═══ SUPPLIED RECORDS

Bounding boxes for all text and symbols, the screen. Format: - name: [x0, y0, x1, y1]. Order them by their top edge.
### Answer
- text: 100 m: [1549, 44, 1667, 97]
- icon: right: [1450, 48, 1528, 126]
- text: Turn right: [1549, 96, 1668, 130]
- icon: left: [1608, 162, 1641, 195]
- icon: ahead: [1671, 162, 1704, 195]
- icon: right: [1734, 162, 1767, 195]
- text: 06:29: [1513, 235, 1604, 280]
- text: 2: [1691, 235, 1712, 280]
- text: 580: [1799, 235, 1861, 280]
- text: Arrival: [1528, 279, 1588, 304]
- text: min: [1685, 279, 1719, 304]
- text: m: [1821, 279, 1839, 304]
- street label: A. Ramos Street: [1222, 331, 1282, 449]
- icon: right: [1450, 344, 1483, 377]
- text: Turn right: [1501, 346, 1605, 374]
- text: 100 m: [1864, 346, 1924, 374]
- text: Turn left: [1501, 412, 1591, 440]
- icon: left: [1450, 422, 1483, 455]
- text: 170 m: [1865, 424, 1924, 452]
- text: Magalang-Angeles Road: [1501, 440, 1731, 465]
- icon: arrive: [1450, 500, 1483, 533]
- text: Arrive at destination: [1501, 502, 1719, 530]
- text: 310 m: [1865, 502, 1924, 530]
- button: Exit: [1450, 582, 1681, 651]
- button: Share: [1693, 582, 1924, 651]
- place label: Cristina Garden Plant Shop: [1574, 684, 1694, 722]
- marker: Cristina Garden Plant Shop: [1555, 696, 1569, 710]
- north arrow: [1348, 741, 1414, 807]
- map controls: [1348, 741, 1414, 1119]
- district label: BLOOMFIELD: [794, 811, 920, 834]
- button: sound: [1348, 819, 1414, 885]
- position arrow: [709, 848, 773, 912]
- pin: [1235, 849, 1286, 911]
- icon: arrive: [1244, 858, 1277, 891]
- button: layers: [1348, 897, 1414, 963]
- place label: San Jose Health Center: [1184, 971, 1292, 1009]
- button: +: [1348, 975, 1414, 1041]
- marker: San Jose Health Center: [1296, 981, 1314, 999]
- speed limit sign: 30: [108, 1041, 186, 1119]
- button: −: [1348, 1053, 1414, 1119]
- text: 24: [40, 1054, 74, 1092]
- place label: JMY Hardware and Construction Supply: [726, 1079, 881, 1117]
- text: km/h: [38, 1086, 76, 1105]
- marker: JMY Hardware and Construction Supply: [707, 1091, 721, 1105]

══════

EXERCISE DETAILS >>
With every word kept as it is, set down the entries again.

COMPLETED TASK >>
Bounding boxes for all text and symbols, the screen. Format: - name: [x0, y0, x1, y1]. Order them by their top edge.
### Answer
- text: 100 m: [1549, 44, 1667, 97]
- icon: right: [1450, 48, 1528, 126]
- text: Turn right: [1549, 96, 1668, 130]
- icon: left: [1608, 162, 1641, 195]
- icon: ahead: [1671, 162, 1704, 195]
- icon: right: [1734, 162, 1767, 195]
- text: 06:29: [1513, 235, 1604, 280]
- text: 2: [1691, 235, 1712, 280]
- text: 580: [1799, 235, 1861, 280]
- text: Arrival: [1528, 279, 1588, 304]
- text: min: [1685, 279, 1719, 304]
- text: m: [1821, 279, 1839, 304]
- street label: A. Ramos Street: [1222, 331, 1282, 449]
- icon: right: [1450, 344, 1483, 377]
- text: Turn right: [1501, 346, 1605, 374]
- text: 100 m: [1864, 346, 1924, 374]
- text: Turn left: [1501, 412, 1591, 440]
- icon: left: [1450, 422, 1483, 455]
- text: 170 m: [1865, 424, 1924, 452]
- text: Magalang-Angeles Road: [1501, 440, 1731, 465]
- icon: arrive: [1450, 500, 1483, 533]
- text: Arrive at destination: [1501, 502, 1719, 530]
- text: 310 m: [1865, 502, 1924, 530]
- button: Exit: [1450, 582, 1681, 651]
- button: Share: [1693, 582, 1924, 651]
- place label: Cristina Garden Plant Shop: [1574, 684, 1694, 722]
- marker: Cristina Garden Plant Shop: [1555, 696, 1569, 710]
- north arrow: [1348, 741, 1414, 807]
- map controls: [1348, 741, 1414, 1119]
- district label: BLOOMFIELD: [794, 811, 920, 834]
- button: sound: [1348, 819, 1414, 885]
- position arrow: [709, 848, 773, 912]
- pin: [1235, 849, 1286, 911]
- icon: arrive: [1244, 858, 1277, 891]
- button: layers: [1348, 897, 1414, 963]
- place label: San Jose Health Center: [1184, 971, 1292, 1009]
- button: +: [1348, 975, 1414, 1041]
- marker: San Jose Health Center: [1296, 981, 1314, 999]
- speed limit sign: 30: [108, 1041, 186, 1119]
- button: −: [1348, 1053, 1414, 1119]
- text: 24: [40, 1054, 74, 1092]
- place label: JMY Hardware and Construction Supply: [726, 1079, 881, 1117]
- text: km/h: [38, 1086, 76, 1105]
- marker: JMY Hardware and Construction Supply: [707, 1091, 721, 1105]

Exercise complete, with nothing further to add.